» Work request: Note each line in the data below that holds "Derrin", and copy it.

» Extracted material:
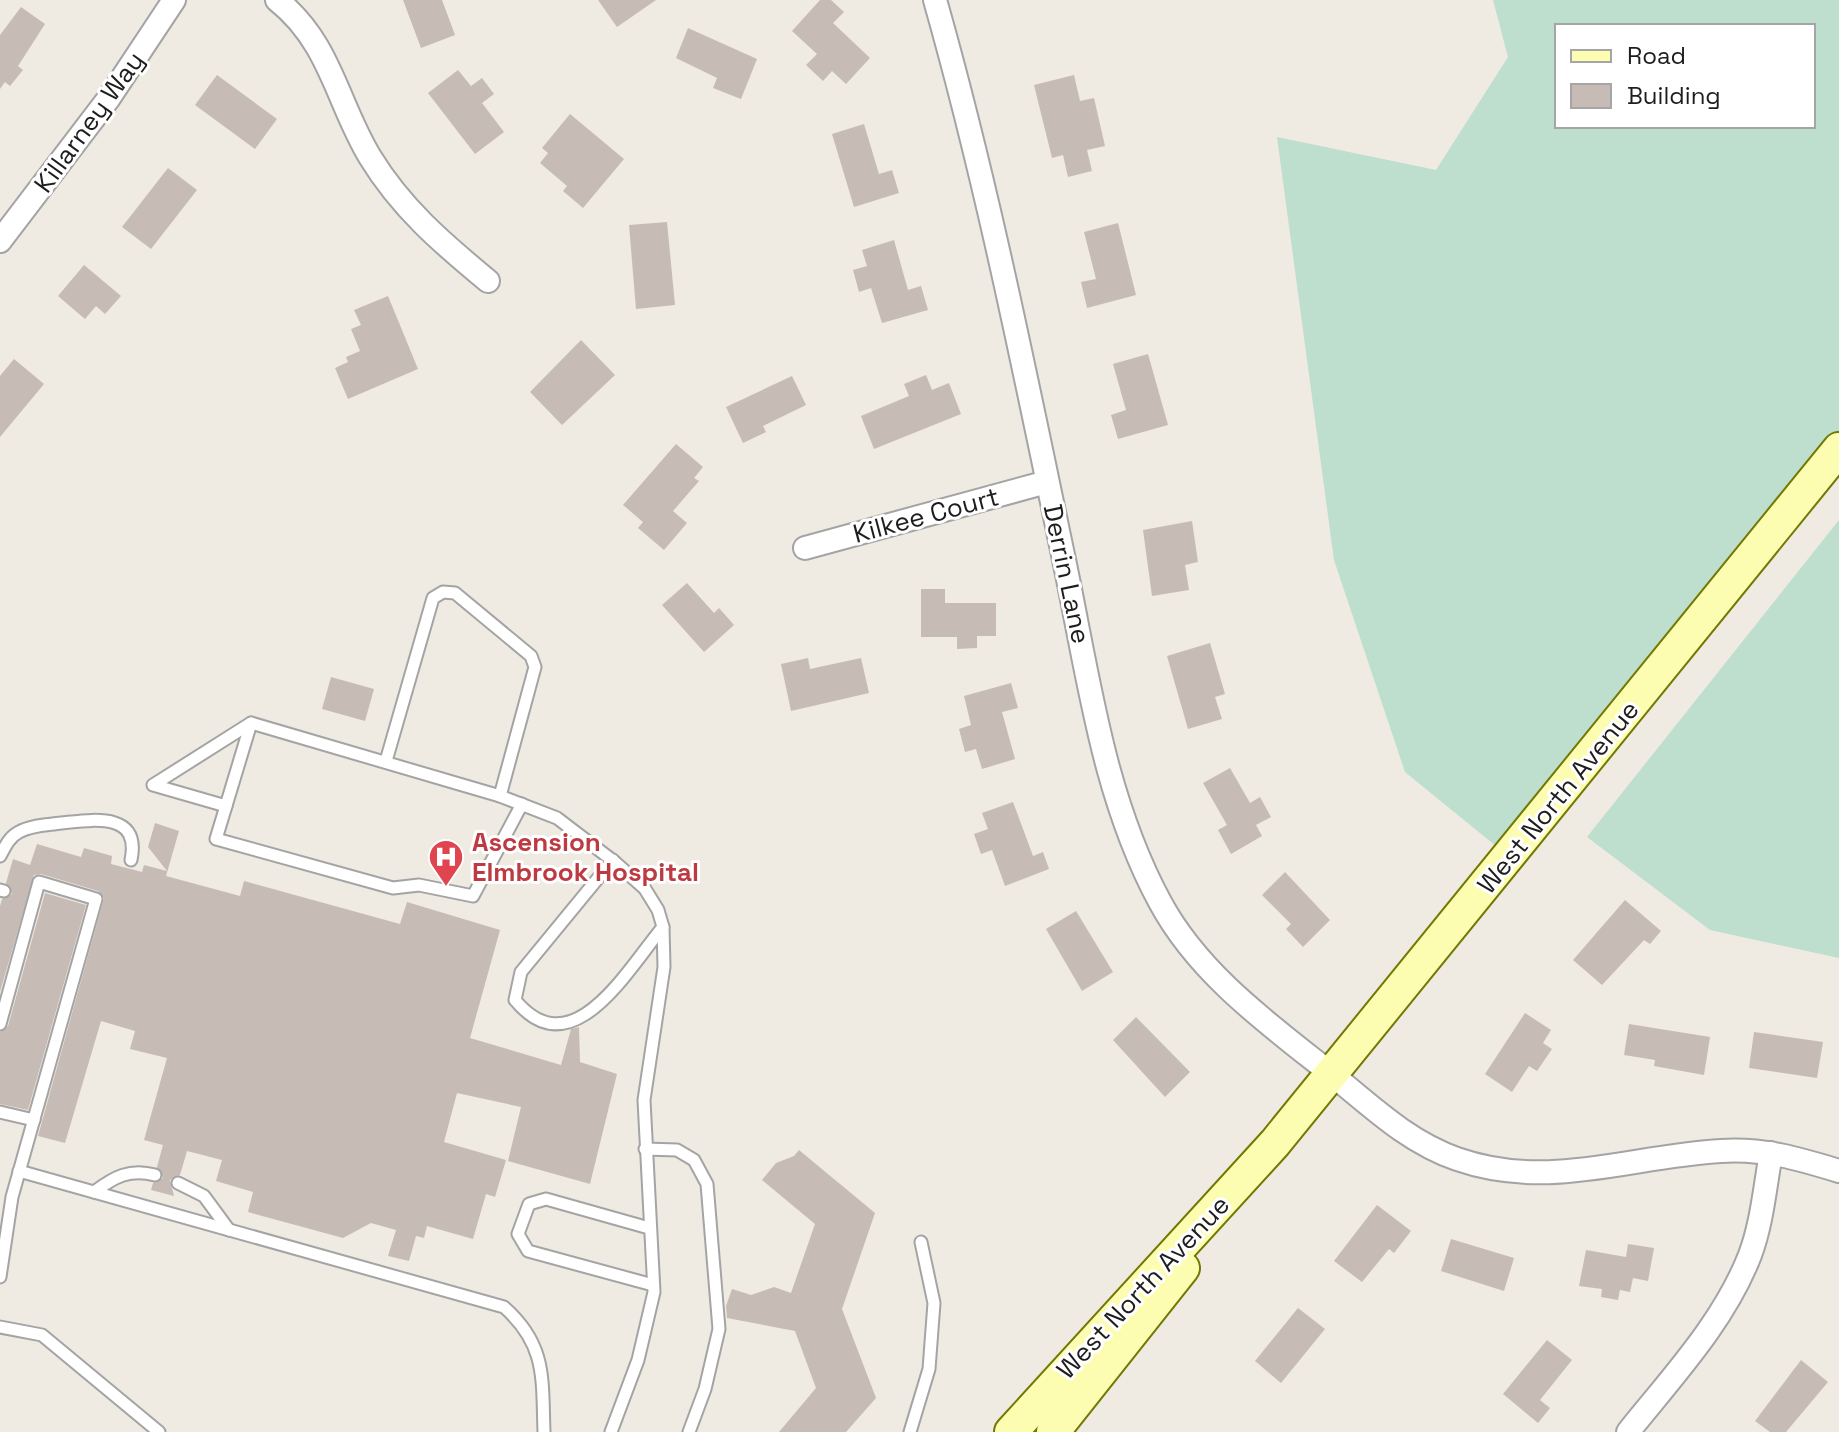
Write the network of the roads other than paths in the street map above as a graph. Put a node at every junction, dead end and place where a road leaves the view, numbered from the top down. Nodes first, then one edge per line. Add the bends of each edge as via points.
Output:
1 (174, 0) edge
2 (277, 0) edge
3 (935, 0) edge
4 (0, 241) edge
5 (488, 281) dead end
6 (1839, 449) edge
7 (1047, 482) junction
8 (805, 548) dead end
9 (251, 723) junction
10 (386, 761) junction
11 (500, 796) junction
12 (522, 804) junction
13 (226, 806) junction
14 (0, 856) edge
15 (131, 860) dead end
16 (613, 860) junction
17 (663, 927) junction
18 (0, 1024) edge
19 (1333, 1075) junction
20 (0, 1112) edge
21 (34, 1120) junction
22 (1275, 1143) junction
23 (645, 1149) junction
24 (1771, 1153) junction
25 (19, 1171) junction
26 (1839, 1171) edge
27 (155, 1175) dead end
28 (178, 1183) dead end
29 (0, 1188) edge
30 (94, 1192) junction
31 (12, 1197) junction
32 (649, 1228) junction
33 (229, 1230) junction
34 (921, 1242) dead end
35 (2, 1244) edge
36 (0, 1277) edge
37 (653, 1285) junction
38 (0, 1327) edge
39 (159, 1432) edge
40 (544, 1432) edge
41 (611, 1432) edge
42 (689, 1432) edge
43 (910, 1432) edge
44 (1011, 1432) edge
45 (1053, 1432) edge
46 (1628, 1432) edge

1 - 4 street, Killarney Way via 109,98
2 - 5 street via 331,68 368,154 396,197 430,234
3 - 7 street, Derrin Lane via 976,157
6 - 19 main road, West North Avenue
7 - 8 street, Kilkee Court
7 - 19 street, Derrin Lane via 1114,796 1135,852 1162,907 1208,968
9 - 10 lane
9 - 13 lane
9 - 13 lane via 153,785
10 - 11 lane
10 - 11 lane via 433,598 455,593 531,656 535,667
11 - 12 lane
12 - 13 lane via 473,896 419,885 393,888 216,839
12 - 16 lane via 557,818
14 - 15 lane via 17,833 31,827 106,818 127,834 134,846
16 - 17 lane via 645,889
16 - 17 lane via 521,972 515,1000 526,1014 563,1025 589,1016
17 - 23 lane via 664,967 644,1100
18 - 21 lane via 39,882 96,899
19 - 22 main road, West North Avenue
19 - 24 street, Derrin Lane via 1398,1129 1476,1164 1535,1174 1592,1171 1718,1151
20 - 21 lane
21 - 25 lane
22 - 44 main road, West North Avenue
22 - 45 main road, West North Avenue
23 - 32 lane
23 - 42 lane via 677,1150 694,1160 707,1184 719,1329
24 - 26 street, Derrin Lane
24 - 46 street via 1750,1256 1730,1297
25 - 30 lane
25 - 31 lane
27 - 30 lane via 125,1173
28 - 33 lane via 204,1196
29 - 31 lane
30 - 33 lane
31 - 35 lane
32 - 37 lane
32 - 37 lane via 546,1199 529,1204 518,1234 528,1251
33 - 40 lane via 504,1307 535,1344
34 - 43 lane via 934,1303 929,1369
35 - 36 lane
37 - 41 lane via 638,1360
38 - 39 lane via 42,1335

» Answer box:
3 - 7 street, Derrin Lane via 976,157
7 - 19 street, Derrin Lane via 1114,796 1135,852 1162,907 1208,968
19 - 24 street, Derrin Lane via 1398,1129 1476,1164 1535,1174 1592,1171 1718,1151
24 - 26 street, Derrin Lane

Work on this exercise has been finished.